**Work instruction**
In this exercise, return the whole listing exactly, excluding any images.

**Records to use**
══════════
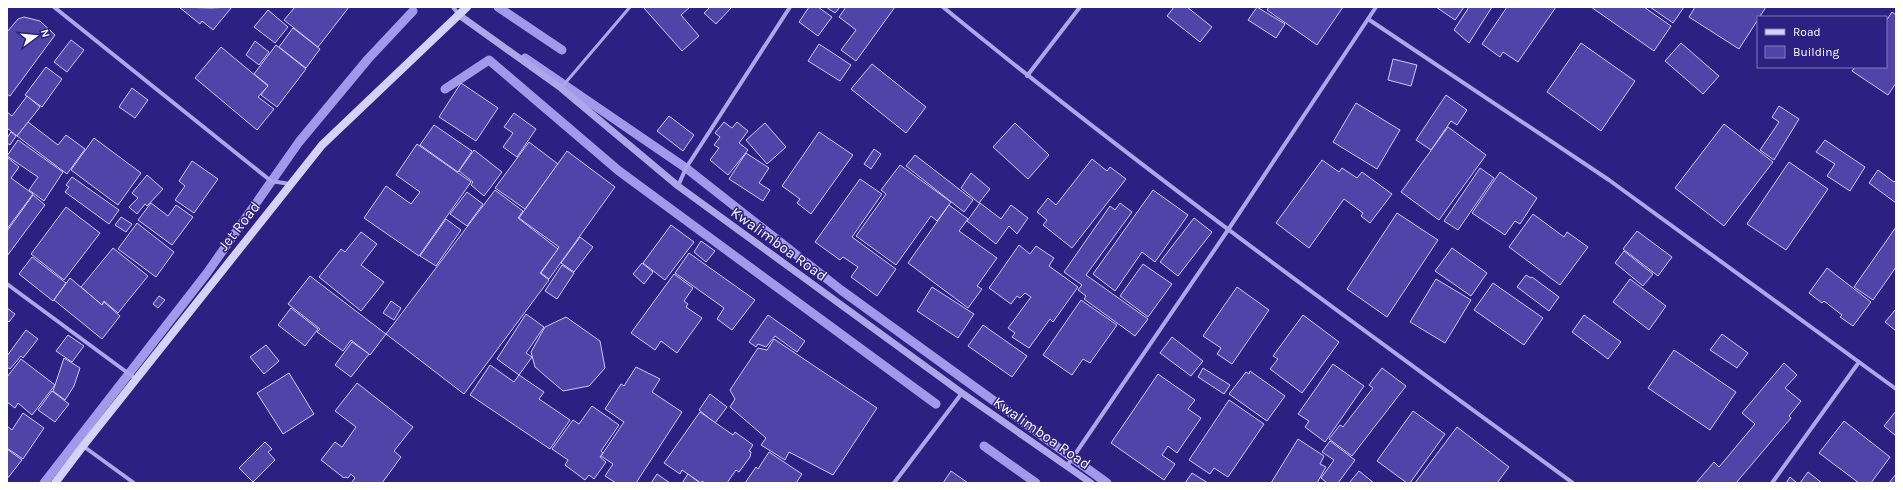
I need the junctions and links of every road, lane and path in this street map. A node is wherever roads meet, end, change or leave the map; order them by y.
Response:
1 (54, 7) edge
2 (453, 7) edge
3 (467, 7) edge
4 (630, 7) edge
5 (790, 7) edge
6 (943, 7) edge
7 (1080, 7) edge
8 (1376, 7) edge
9 (459, 15) junction
10 (1368, 19) junction
11 (1027, 76) junction
12 (561, 88) junction
13 (291, 184) junction
14 (678, 186) junction
15 (1228, 230) junction
16 (7, 284) edge
17 (1860, 362) junction
18 (136, 379) junction
19 (1896, 389) edge
20 (962, 393) junction
21 (83, 446) junction
22 (1067, 466) junction
23 (55, 483) edge
24 (134, 483) edge
25 (894, 483) edge
26 (1091, 483) edge
27 (1573, 483) edge
28 (1772, 483) edge

1 - 13 street
2 - 9 street
3 - 9 main road, Jet Road
4 - 12 lane
5 - 14 street
6 - 11 street
7 - 11 street
8 - 10 street
9 - 12 street, Kwalimboa Road
9 - 13 main road, Jet Road
10 - 15 street
10 - 17 street
11 - 15 street
12 - 14 street, Kwalimboa Road
13 - 18 main road, Jet Road
14 - 20 street, Kwalimboa Road
15 - 22 street
15 - 27 street
16 - 18 street
17 - 19 street
17 - 28 street
18 - 21 main road, Jet Road
20 - 22 street, Kwalimboa Road
20 - 25 street
21 - 23 main road, Jet Road
21 - 24 street
22 - 26 street, Kwalimboa Road

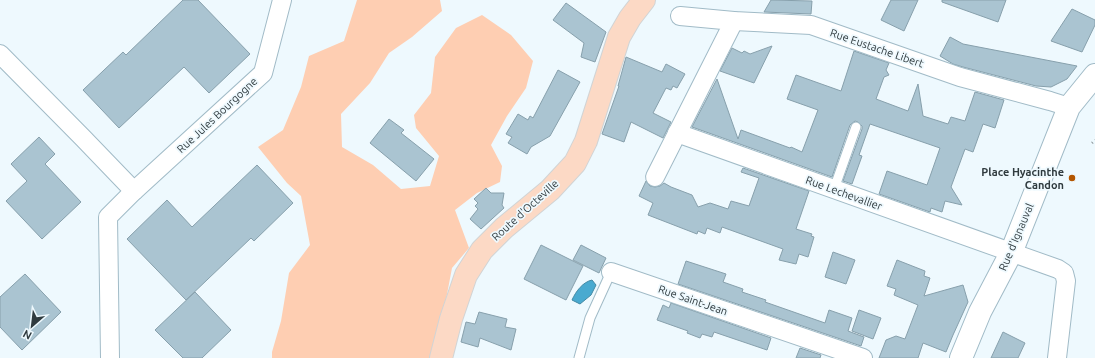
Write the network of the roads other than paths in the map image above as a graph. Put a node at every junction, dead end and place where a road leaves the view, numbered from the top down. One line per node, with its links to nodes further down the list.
1 (282, 0): 12 (street, Rue Jules Bourgogne)
2 (642, 1): 16 (main road, Route d'Octeville)
3 (680, 16): 4 (street, Rue Eustache Libert)
4 (734, 21): 7 (street, Rue Eustache Libert); 9 (street)
5 (0, 54): 12 (street)
6 (1095, 75): 7 (street, Rue d'Ignauval)
7 (1069, 107): 13 (street, Rue d'Ignauval)
8 (856, 127): 11 (lane)
9 (677, 133): 10 (street); 11 (street, Rue Lechevallier)
10 (655, 177)
11 (834, 189): 13 (street, Rue Lechevallier)
12 (134, 191): 15 (street, Rue Jules Bourgogne)
13 (1011, 253): 19 (street, Rue d'Ignauval); 20 (street, Rue Lechevallier)
14 (612, 272): 17 (lane, Rue Saint-Jean); 18 (street, Rue Saint-Jean)
15 (110, 358)
16 (441, 358)
17 (579, 358)
18 (862, 358)
19 (961, 358)
20 (1057, 358)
══════════
**Completed task**
I need the junctions and links of every road, lane and path in this street map. A node is wherever roads meet, end, change or leave the map; order them by y.
Response:
1 (54, 7) edge
2 (453, 7) edge
3 (467, 7) edge
4 (630, 7) edge
5 (790, 7) edge
6 (943, 7) edge
7 (1080, 7) edge
8 (1376, 7) edge
9 (459, 15) junction
10 (1368, 19) junction
11 (1027, 76) junction
12 (561, 88) junction
13 (291, 184) junction
14 (678, 186) junction
15 (1228, 230) junction
16 (7, 284) edge
17 (1860, 362) junction
18 (136, 379) junction
19 (1896, 389) edge
20 (962, 393) junction
21 (83, 446) junction
22 (1067, 466) junction
23 (55, 483) edge
24 (134, 483) edge
25 (894, 483) edge
26 (1091, 483) edge
27 (1573, 483) edge
28 (1772, 483) edge

1 - 13 street
2 - 9 street
3 - 9 main road, Jet Road
4 - 12 lane
5 - 14 street
6 - 11 street
7 - 11 street
8 - 10 street
9 - 12 street, Kwalimboa Road
9 - 13 main road, Jet Road
10 - 15 street
10 - 17 street
11 - 15 street
12 - 14 street, Kwalimboa Road
13 - 18 main road, Jet Road
14 - 20 street, Kwalimboa Road
15 - 22 street
15 - 27 street
16 - 18 street
17 - 19 street
17 - 28 street
18 - 21 main road, Jet Road
20 - 22 street, Kwalimboa Road
20 - 25 street
21 - 23 main road, Jet Road
21 - 24 street
22 - 26 street, Kwalimboa Road

Write the network of the roads other than paths in the map image above as a graph. Put a node at every junction, dead end and place where a road leaves the view, numbered from the top down. One line per node, with its links to nodes further down the list.
1 (282, 0): 12 (street, Rue Jules Bourgogne)
2 (642, 1): 16 (main road, Route d'Octeville)
3 (680, 16): 4 (street, Rue Eustache Libert)
4 (734, 21): 7 (street, Rue Eustache Libert); 9 (street)
5 (0, 54): 12 (street)
6 (1095, 75): 7 (street, Rue d'Ignauval)
7 (1069, 107): 13 (street, Rue d'Ignauval)
8 (856, 127): 11 (lane)
9 (677, 133): 10 (street); 11 (street, Rue Lechevallier)
10 (655, 177)
11 (834, 189): 13 (street, Rue Lechevallier)
12 (134, 191): 15 (street, Rue Jules Bourgogne)
13 (1011, 253): 19 (street, Rue d'Ignauval); 20 (street, Rue Lechevallier)
14 (612, 272): 17 (lane, Rue Saint-Jean); 18 (street, Rue Saint-Jean)
15 (110, 358)
16 (441, 358)
17 (579, 358)
18 (862, 358)
19 (961, 358)
20 (1057, 358)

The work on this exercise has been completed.